Hi all,
I just had to analyze a really bad lane. It is an old Illumina GAIIx lane with reads of 152 cycles. The last 30-40 cycles are of really really bad quality on average so I decided to use the -q 20
switch in bwa aln
to trim reads 3'ends based on quality prior to mapping (something I usually would not do).
To have a look at what this trimming parameter left in the BAM file I drew the distribution of the length of soft-clipped part in the reads. To do so, I took the CIGAR string for 20 million alignments that were declared unique by BWA (XT:A:U
tag). Here follows what I got :
So we can see that there is a periodic pattern after the main pic (representing no soft-clipped bases). We can also notice the slightly higher bar at position 117. 152-117=35, indeed by default BWA won't trim the reads to something less than 35bp.

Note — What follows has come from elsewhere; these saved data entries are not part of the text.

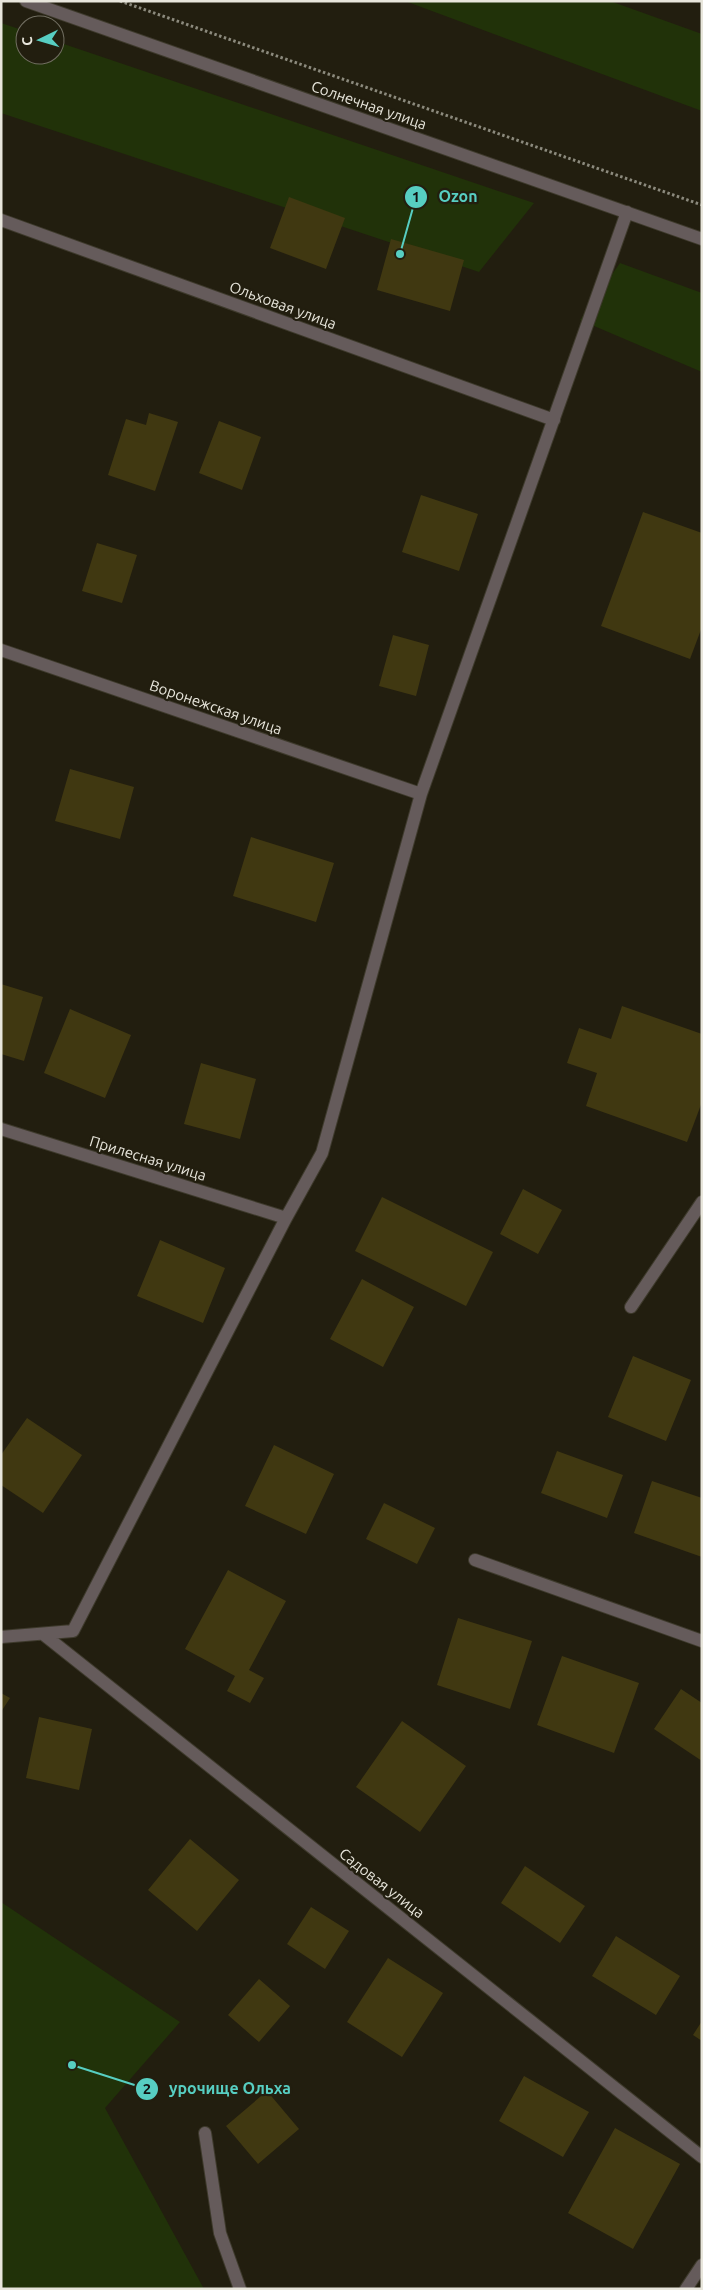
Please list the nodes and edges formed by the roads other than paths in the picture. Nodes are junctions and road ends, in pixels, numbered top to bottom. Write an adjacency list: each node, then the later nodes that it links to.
1 (26, 1): 2 (street, Солнечная улица)
2 (627, 212): 4 (street, Солнечная улица); 5 (street)
3 (1, 220): 5 (street, Ольховая улица)
4 (702, 239)
5 (554, 420): 7 (street)
6 (1, 650): 7 (street, Воронежская улица)
7 (421, 794): 10 (street)
8 (1, 1129): 10 (street, Прилесная улица)
9 (702, 1202): 11 (street)
10 (286, 1218): 13 (street)
11 (631, 1307)
12 (475, 1560): 15 (street)
13 (43, 1634): 14 (street); 17 (street, Садовая улица)
14 (1, 1637)
15 (702, 1641)
16 (206, 2133): 19 (street)
17 (702, 2157)
18 (702, 2265): 20 (street)
19 (240, 2289)
20 (686, 2289)

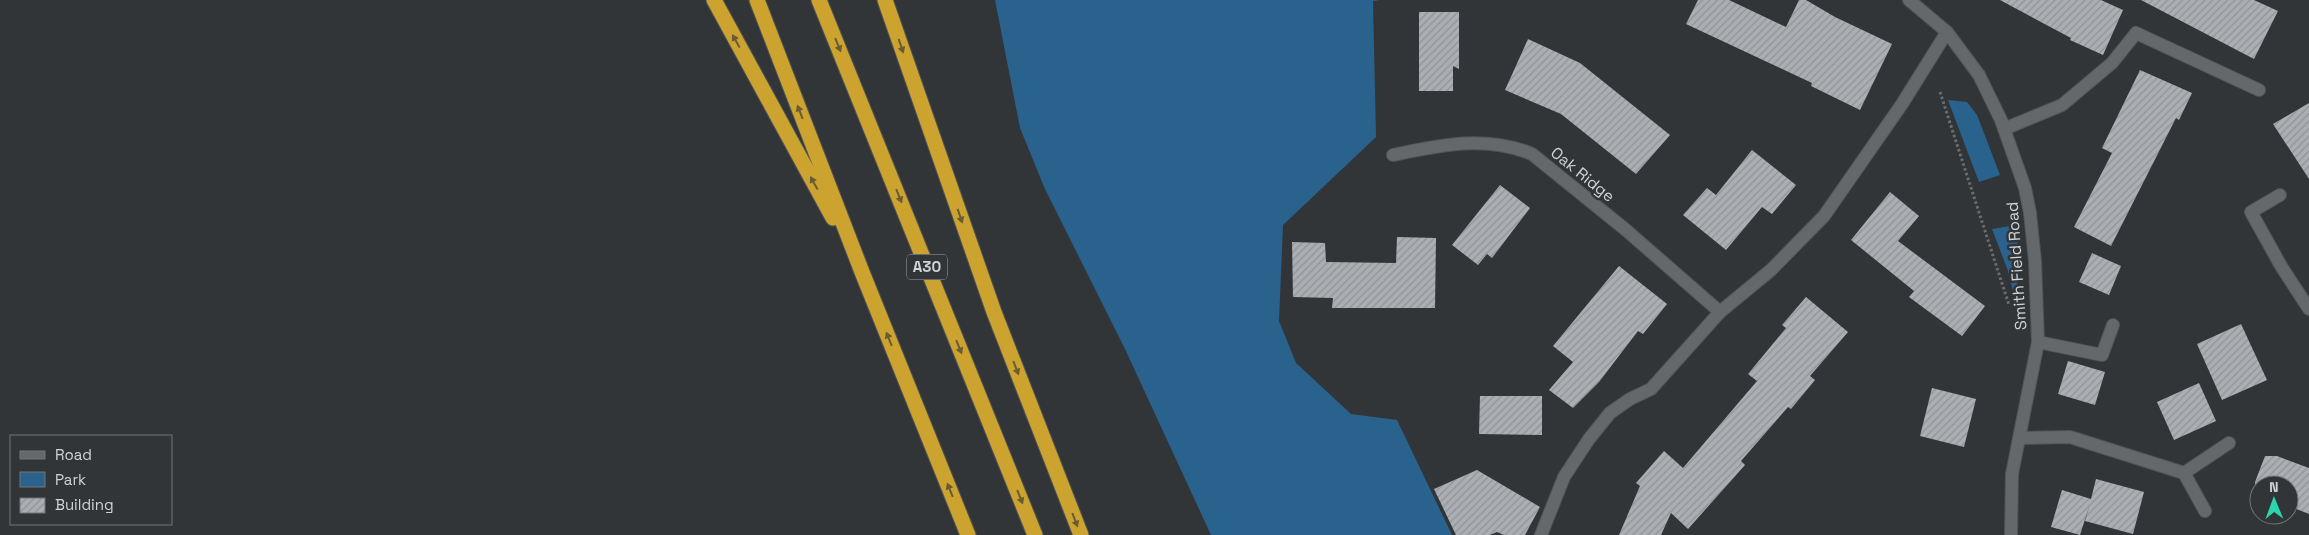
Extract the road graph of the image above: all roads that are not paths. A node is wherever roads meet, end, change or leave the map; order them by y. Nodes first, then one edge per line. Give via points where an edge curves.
1 (714, 0) edge
2 (757, 0) edge
3 (819, 0) edge
4 (885, 0) edge
5 (1909, 0) edge
6 (1947, 32) junction
7 (2259, 90) dead end
8 (2004, 129) junction
9 (1393, 155) dead end
10 (2280, 195) dead end
11 (862, 272) junction
12 (2309, 309) edge
13 (1720, 312) junction
14 (2113, 325) dead end
15 (2038, 342) junction
16 (2020, 438) junction
17 (2229, 443) dead end
18 (2184, 473) junction
19 (2205, 511) dead end
20 (968, 535) edge
21 (1035, 535) edge
22 (1081, 535) edge
23 (1541, 535) edge
24 (2011, 535) edge

11 -> 1 highway
11 -> 2 highway
3 -> 21 highway, A30
4 -> 22 highway via 994,312
5 - 6 street, Smith Field Road
6 - 8 street, Smith Field Road via 1979,75
6 - 13 street via 1902,104 1824,216 1771,270
7 - 8 street via 2136,33 2112,63 2062,105
8 - 15 street, Smith Field Road via 2025,188 2030,213
9 - 13 street, Oak Ridge via 1470,143 1491,143 1532,154
10 - 12 street via 2251,212
20 -> 11 highway
13 - 23 street via 1651,389 1610,413 1564,477
14 - 15 street via 2102,355
15 - 16 street, Smith Field Road
16 - 18 street via 2070,437
16 - 24 street, Smith Field Road via 2012,474
17 - 18 street
18 - 19 street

Have you already noticed such a pattern using bwa aln -q
and what in the algorithm produces this ?
Because looking at the -q
definition in the doc, I can not see any reason why the trimming would have such a periodic pattern.
Thanks guys.
T.
This I have noted before. It comes from the Illumina sequencing: The Meaning Of B In Illumina 1.5 Pipeline Data?
Thank you for this information.
awesome text plots! ;-) could you please add this as an answer as well?
Is it possible that the qualities in the file have some sort of periodicity?
I do not think so, but now that you raised the point, I will probably do a few checks on this :)
By looking at the link given in the comment below, it seems that you were right !